You’re averaging fewer steps a day than last year.
On average, last week’s steps were less than the week before.
Since the start of the pandemic, the alerts from the Health app on my iPhone have felt more pointed than usual. I know it’s bleating out an emotionless statement of fact, but if it were a person, it’d be the parent who’s not mad—just disappointed.
Since March 2020, when I carried my laptop home from work for the last time and my social life dissolved, the daily incidental exercise I didn’t even realize I was doing to get around my city evaporated. A week later my Pilates studio turned off its lights and turned on its webcam. I now had to walk only about five steps from the Zoom call to the mat where I tried to undo all the damage my new house-bound life was doing to my body, and the accelerometer inside my phone that calculates my movement had less and less to do.
Meanwhile, almost overnight, peak-hour traffic was replaced with bicyclists, and people filled the parks and walking tracks around Melbourne. I became one of those people. We all had the same idea: spend some time freaking out and narrating news headlines with a friend under the guise of getting fresh air, and participate in the global activity of white people: Getting Our Steps In.

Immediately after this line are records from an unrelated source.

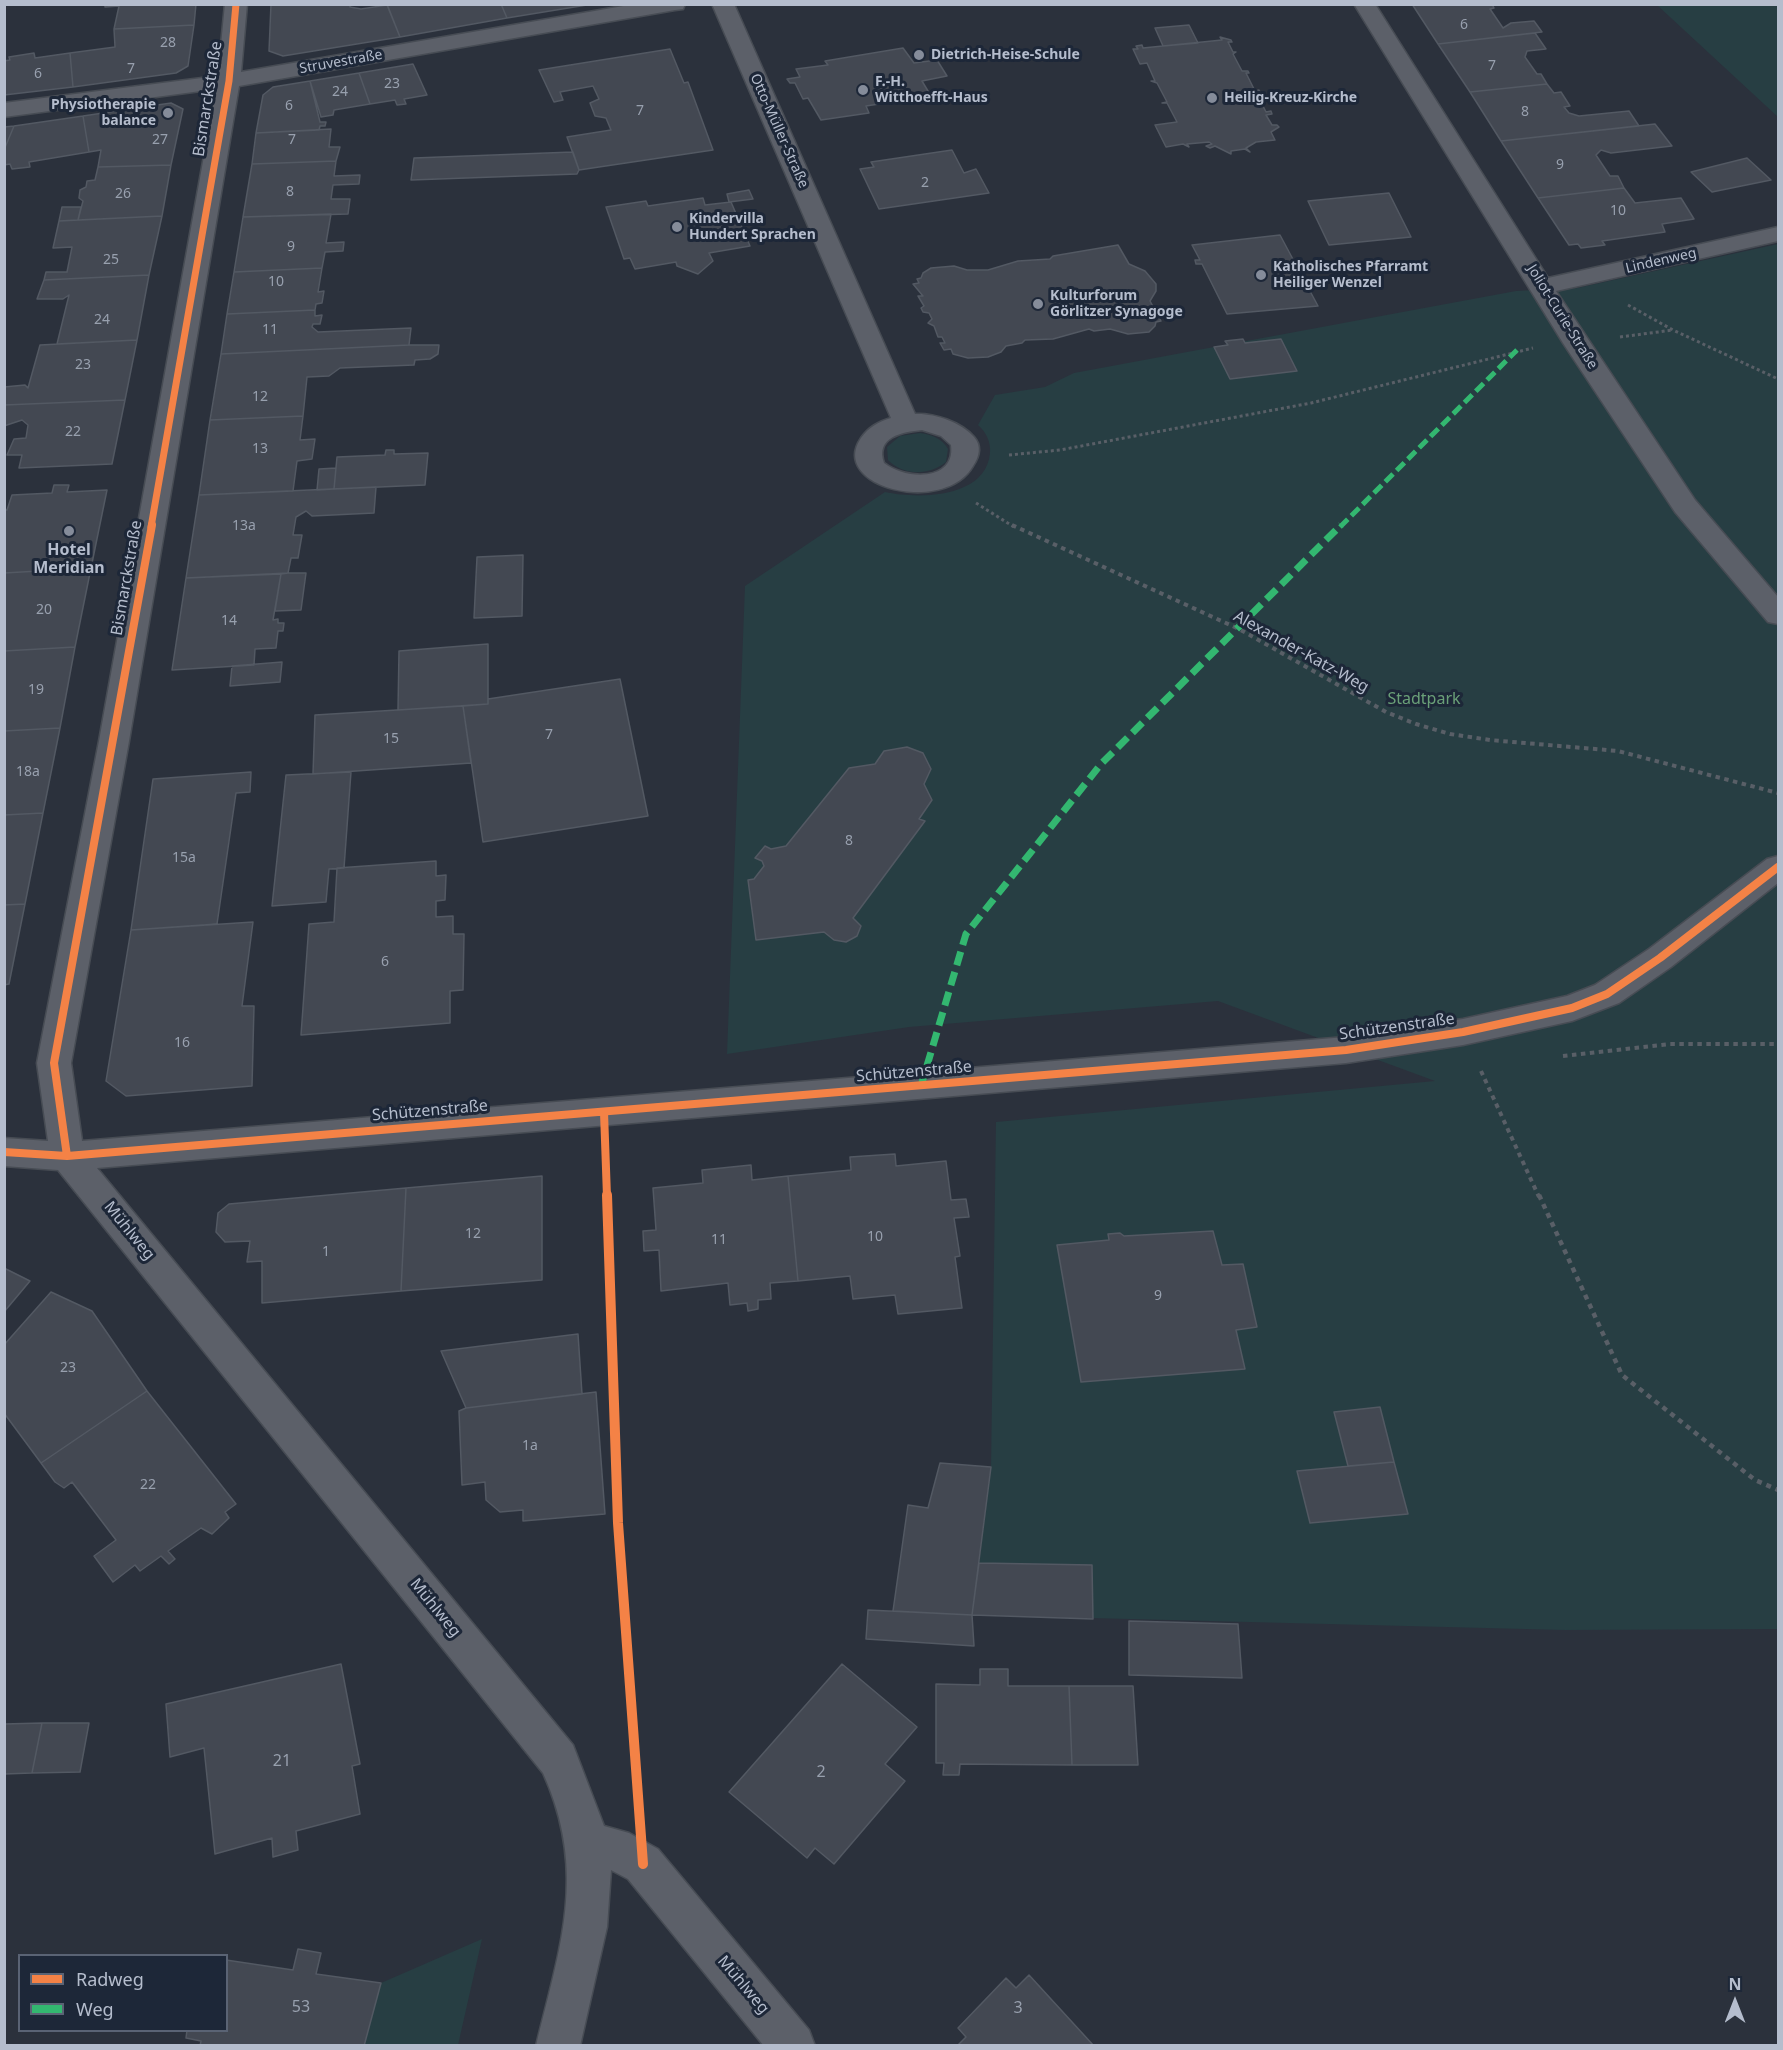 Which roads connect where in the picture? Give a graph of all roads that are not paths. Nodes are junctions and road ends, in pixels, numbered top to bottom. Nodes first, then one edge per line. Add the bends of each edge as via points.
1 (236, 4) edge
2 (675, 4) edge
3 (723, 4) edge
4 (1364, 4) edge
5 (229, 81) junction
6 (4, 110) edge
7 (1779, 234) edge
8 (1543, 287) junction
9 (906, 423) junction
10 (1779, 615) edge
11 (1779, 867) edge
12 (4, 1152) edge
13 (67, 1156) junction
14 (587, 1845) junction
15 (558, 2046) edge
16 (793, 2046) edge

1 - 5 street, Bismarckstraße
2 - 5 street, Struvestraße
3 - 9 street, Otto-Müller-Straße
4 - 8 street, Joliot-Curie-Straße
5 - 6 street, Struvestraße
5 - 13 street, Bismarckstraße via 54,1063
7 - 8 street, Lindenweg
8 - 10 street, Joliot-Curie-Straße via 1685,506
9 - 9 street via 892,426 871,441 869,461 875,470 901,483 918,485 941,480 960,470 967,449 962,439 939,425
11 - 13 street, Schützenstraße via 1607,994 1572,1008 1463,1032 1346,1050
12 - 13 street, Schützenstraße
13 - 14 street, Mühlweg via 558,1760 575,1794
14 - 15 street via 590,1886 585,1926
14 - 16 street, Mühlweg via 615,1848 644,1864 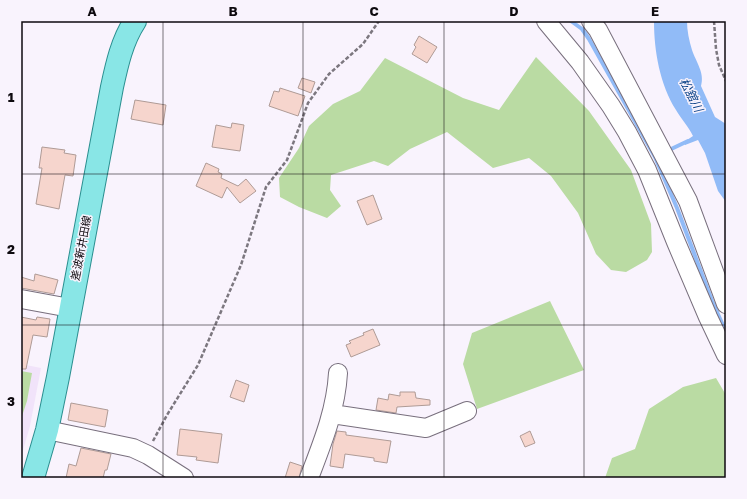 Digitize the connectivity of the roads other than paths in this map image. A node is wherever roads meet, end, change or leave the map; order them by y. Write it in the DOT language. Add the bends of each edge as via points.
graph roads {
  1 [pos="546,21"];
  2 [pos="591,21"];
  3 [pos="133,22"];
  4 [pos="21,299"];
  5 [pos="726,304"];
  6 [pos="70,308"];
  7 [pos="726,355"];
  8 [pos="338,373"];
  9 [pos="467,411"];
  10 [pos="332,414"];
  11 [pos="47,430"];
  12 [pos="33,478"];
  13 [pos="184,478"];
  14 [pos="309,478"];
  1 -- 7 [label="street" via="580,62 612,106 627,132 647,170 684,263"];
  2 -- 5 [label="street" via="608,48 688,201"];
  3 -- 6 [label="main road, 差波新井田線" via="118,60 112,87"];
  4 -- 6 [label="street"];
  6 -- 11 [label="main road, 差波新井田線"];
  8 -- 10 [label="street"];
  9 -- 10 [label="street" via="426,428"];
  10 -- 14 [label="street"];
  11 -- 12 [label="main road, 差波新井田線"];
  11 -- 13 [label="street" via="133,448"];
}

For all my 30 years, my relationship to exercise has been a complicated one, especially when it’s done in public. I’ve been fat my entire life, and for the first half of it I subscribed to what I was either told directly or absorbed through culture and conversations: people whose bodies are smaller are behaving “right.” They eat well and they exercise; fat people do not. They’re healthy; fat people are not. To stop being fat by mimicking thin people’s actions is to choose to pursue not just health but goodness.
I was first exposed to the fat-acceptance movement online when I was nearing my 20s. I immediately felt drawn to the communities that sprang from it. Sometimes diluted by the more palatable tag of “body positivity,” fat acceptance means, among other things, divorcing of our size from ideas of health, goodness, and inherent human value. In more recent years I’ve read vital writing by people experiencing invisible illness and chronic conditions, proving that health is something that cannot be seen, no matter a person’s weight.
This newfound perspective made me appreciate my body’s worth and potential. I came to understand that exercise could be something besides a punishment or path to a thinner, and therefore “better,” self. In addition to a weekly Pilates class, a swim when the weather is good and the incidental exercise I get while living my life, going for a walk has always been my go-to.
When walking endless laps around parks and trails became my only way to accumulate steps, it lost some of its appeal, but was still a welcome way to escape the monotony of life inside my apartment. Then Melbourne moved to a strict “stage 4” lockdown model, and outdoor exercise was restricted to an hour per day. Motion was an unspoken part of the rule; we couldn’t stop and sit while outside. Instead, we were always moving, making the most of the time allowance. (These restrictions were first scheduled to last six weeks. They didn’t begin to lift until fifteen weeks later.)
Suddenly, every step felt heavier and more consequential. While the logical part of my brain knew that hallowed 10,000 steps a day marker was a figure cooked up by a company selling pedometers and not an indicator of optimal physical performance, it still acted as my white whale during those dormant months.
In normal life I’d accumulate those steps running to catch a train or dancing at a concert. Now, I could walk to grab groceries on my lunch break—that would clock up around 4,000 steps. If I factored in time for a walk before work, I thought I was starting my day off on a good note. But I’d barely be 10 minutes from my house before I was checking my Health app to see how I was tracking. Only 1,500 steps? I’d come home from my hour of state-sanctioned constant movement to see I had only registered 6,500 steps and feel disappointed, as if I’d wasted the time by not pushing my body longer or testing the rules.